Location is Everything
Industry providers who provide training and maintenance support often find themselves deploying equipment and personnel to corners of the world supporting infrastructure, resources, or operational norms. With this in mind, it’s important to realize that one cannot make assumptions as to what works simply based on past experience. Clearly understanding the entire environment is as vital to successful training as the route clearance equipment being used. An early site survey of the proposed training area provides instructors with necessary assessment to further enhance subjective training courses. This in turn allows the instructor to address any obstacles that environment may present in the field.
Complex Concepts through Simple Communication
Communication is crucial to successful training, and oftentimes experts must overcome barriers to effectively communicate complex ideas. Simple, straightforward visual aids and non-lingual quick reference cards can be instrumental to conveying need-to-know information.
- Fundamentals First: Training subjects as complex and dynamic as clearance and C-IED operations inevitably results in equally complex, detail-focused instruction. This tendency risks overwhelming trainees and can prevent them from grasping the broader concepts that are much more likely to endure tactical evolutions. Trainees should be taught to apply fundamental principles of clearance to the unique and changing context of a given threat, set of resources, or environment.
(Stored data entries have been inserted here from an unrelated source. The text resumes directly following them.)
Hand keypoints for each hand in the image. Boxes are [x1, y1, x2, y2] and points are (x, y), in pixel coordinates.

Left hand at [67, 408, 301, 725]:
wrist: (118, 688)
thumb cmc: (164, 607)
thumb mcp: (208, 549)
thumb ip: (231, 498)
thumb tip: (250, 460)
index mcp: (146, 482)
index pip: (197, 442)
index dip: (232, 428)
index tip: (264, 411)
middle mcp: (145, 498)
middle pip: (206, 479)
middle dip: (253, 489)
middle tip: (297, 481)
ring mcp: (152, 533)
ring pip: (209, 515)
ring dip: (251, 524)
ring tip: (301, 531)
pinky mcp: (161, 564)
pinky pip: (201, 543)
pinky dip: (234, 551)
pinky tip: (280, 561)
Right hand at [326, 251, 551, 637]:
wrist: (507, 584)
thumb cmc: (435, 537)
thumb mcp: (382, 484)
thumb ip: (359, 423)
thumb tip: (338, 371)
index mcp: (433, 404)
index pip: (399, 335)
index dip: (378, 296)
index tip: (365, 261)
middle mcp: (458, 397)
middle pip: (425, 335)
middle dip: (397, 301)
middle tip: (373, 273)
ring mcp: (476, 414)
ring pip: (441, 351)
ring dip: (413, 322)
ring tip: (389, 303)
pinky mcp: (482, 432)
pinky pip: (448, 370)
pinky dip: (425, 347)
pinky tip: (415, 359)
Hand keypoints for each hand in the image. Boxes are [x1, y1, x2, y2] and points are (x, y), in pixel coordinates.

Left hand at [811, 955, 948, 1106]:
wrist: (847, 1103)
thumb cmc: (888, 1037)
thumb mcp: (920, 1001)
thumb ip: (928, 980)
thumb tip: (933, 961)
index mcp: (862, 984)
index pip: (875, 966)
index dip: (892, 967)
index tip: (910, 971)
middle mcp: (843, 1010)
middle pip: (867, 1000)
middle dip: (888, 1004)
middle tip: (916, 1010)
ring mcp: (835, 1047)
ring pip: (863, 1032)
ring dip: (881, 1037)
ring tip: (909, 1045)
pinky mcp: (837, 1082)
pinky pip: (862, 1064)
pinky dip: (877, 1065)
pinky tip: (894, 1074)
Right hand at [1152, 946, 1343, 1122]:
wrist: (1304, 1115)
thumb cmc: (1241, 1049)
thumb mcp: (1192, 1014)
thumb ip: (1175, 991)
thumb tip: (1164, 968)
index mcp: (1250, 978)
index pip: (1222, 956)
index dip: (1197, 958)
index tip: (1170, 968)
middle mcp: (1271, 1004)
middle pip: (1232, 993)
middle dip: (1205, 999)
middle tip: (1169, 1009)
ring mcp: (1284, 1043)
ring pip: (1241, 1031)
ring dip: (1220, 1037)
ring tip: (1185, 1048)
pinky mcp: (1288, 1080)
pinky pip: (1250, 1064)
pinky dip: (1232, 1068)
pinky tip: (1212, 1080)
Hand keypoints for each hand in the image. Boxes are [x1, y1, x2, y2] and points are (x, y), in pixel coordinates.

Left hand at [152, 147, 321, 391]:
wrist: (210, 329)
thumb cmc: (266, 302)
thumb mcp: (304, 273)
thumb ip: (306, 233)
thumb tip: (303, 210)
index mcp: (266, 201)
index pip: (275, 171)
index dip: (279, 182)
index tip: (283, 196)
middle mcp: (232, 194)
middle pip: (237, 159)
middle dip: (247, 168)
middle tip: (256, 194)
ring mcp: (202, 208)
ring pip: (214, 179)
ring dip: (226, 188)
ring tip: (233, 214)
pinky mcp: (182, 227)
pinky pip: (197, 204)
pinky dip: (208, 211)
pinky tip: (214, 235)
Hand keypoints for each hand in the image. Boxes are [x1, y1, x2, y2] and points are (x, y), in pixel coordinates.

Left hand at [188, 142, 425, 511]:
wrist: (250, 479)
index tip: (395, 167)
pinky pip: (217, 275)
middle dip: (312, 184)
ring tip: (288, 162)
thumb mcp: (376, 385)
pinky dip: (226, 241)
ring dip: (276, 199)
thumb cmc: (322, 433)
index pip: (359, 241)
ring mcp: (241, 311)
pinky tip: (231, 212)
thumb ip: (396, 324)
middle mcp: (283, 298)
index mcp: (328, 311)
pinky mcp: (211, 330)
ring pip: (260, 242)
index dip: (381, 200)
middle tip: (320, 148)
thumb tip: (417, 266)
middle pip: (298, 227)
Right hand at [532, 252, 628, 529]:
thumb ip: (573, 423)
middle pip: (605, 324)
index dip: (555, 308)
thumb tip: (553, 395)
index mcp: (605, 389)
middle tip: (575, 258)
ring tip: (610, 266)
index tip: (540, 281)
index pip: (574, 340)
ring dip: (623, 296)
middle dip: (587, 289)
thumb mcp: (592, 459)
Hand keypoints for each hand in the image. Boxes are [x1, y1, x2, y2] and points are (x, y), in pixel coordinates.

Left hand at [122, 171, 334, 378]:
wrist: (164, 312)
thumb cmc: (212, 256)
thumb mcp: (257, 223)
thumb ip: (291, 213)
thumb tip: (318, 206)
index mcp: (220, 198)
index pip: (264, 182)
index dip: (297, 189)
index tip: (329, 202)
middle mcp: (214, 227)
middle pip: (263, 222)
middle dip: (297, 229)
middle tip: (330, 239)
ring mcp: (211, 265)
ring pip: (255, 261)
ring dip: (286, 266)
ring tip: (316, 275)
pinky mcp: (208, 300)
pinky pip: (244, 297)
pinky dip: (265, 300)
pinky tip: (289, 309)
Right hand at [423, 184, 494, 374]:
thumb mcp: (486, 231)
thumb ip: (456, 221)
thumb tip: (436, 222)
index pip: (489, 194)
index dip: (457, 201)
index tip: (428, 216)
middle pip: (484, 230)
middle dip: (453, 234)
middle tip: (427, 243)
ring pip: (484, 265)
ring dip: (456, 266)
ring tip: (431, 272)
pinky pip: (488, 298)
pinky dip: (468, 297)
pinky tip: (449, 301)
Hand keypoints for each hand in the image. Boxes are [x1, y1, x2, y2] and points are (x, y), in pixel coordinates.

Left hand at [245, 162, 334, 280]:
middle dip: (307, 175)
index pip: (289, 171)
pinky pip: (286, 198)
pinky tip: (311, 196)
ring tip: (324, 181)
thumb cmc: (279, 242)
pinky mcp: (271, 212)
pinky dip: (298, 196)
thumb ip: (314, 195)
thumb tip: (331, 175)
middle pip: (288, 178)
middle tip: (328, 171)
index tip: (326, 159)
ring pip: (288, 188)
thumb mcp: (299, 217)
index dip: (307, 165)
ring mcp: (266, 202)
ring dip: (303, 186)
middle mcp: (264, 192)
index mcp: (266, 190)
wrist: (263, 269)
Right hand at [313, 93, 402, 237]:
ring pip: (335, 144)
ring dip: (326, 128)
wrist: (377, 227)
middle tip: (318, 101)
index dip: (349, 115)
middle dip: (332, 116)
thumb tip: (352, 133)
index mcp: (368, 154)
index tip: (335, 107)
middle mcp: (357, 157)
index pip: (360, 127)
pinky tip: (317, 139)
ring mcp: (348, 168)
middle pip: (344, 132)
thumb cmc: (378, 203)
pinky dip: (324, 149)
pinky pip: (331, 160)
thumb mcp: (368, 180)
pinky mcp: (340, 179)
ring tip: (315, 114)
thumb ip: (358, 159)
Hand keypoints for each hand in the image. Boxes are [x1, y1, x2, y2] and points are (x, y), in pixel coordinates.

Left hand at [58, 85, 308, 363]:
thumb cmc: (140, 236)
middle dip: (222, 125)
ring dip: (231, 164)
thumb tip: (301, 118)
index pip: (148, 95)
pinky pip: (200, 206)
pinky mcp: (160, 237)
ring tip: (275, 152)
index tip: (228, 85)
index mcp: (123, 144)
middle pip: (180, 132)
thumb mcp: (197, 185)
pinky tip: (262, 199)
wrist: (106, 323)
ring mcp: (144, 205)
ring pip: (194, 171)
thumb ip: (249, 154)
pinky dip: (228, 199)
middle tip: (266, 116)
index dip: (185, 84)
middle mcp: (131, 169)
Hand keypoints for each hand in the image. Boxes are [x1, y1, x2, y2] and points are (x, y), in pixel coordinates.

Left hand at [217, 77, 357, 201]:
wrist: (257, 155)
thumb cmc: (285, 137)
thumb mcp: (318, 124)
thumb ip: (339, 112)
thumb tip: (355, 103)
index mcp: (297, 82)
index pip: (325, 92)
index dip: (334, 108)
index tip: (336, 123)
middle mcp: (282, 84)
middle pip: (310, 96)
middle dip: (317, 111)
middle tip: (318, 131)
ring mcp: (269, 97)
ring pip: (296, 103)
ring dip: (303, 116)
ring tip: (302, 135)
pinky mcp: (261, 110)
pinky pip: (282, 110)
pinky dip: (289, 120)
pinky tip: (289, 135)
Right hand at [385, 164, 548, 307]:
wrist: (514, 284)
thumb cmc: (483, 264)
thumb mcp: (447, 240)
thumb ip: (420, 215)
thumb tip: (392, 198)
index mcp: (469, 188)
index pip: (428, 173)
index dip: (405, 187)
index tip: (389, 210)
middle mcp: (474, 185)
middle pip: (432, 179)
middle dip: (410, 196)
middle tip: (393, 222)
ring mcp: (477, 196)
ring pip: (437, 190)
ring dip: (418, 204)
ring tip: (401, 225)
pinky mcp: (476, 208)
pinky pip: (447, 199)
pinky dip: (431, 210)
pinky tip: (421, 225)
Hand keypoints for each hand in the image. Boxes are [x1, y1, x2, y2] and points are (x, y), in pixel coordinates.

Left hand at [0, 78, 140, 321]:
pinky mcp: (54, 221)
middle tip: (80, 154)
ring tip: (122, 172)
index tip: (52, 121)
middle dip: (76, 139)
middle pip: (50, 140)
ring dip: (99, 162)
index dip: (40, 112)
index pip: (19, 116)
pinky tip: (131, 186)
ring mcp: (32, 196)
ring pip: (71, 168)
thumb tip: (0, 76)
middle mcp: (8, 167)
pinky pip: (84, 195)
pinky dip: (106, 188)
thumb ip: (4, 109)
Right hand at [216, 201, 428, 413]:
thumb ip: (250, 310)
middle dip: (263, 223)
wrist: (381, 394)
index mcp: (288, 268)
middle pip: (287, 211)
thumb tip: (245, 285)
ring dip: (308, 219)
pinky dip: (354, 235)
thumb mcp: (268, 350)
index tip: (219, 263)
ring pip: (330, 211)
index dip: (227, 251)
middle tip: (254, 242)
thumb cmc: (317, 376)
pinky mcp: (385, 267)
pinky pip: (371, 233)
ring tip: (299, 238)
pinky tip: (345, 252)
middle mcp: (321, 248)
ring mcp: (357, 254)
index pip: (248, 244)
- Visual Instruction: It is often thought that simple translation resolves the barriers established by difference in language between student and instructor, but communication of complex ideas is much more nuanced. Verbal instruction is necessary, but must be concise, purposeful, and, most importantly, reinforced by visual communication methods. Intuitive diagrams and process charts, contextual imagery, appropriate sand tables, and walkthroughs are all mechanisms that help to reinforce otherwise overly complex concepts.
- Useful Reference Tools: To encourage continuous learning after the course, trainers must provide reference tools that are applicable beyond the classroom. This means materials must again be visual in nature, concise, and broadly applicable. These resources should act as cues to recall processes and procedures but not overwhelm trainees with detail that is likely to change in future operations. Employing such reference materials establishes an institutionalized standard while leaving room for adaptation and evolution. It also prevents memorization of instructor content rather than critically thinking within a framework.
Integrate Proven Practices with Local Context
Training consistently fails when applied in real operations if instructors approach their task with a rigid, one-size-fits-all mentality. Forcing rigid doctrine onto students operating within unique context reduces critical thinking during learning. Instead, successful instructors know how to integrate fundamentals and best practices into contextually unique environments and threats. If framed appropriately, a curriculum should not require the instructor to reinvent the wheel with each new training deployment; the goal is to assimilate new tactics with local, pre-established TPPs in a way that enhances current operational functionality.
Be Prepared to Adapt
As with its counterpart, IED response inherently requires improvisation. How best can new equipment adapt to battle-seasoned tactics? What application of that equipment is most appropriate in any given IED encounter? Are soldiers trained in a way that enables them to retain established technical competence while encouraging them to improvise?
Just as adaptation will be critical for students once deployed, so too must a trainer be able to adapt to meet a student's needs.
Be prepared for and plan to accommodate:
Each Training Event is an Opportunity
Appropriate support is the name of the game, whether that means comprehensive training tailored to meet client needs or equipment maintenance and product servicing long after the sale. Every training objective is a new opportunity to instill confidence while informing future strategy and best practices.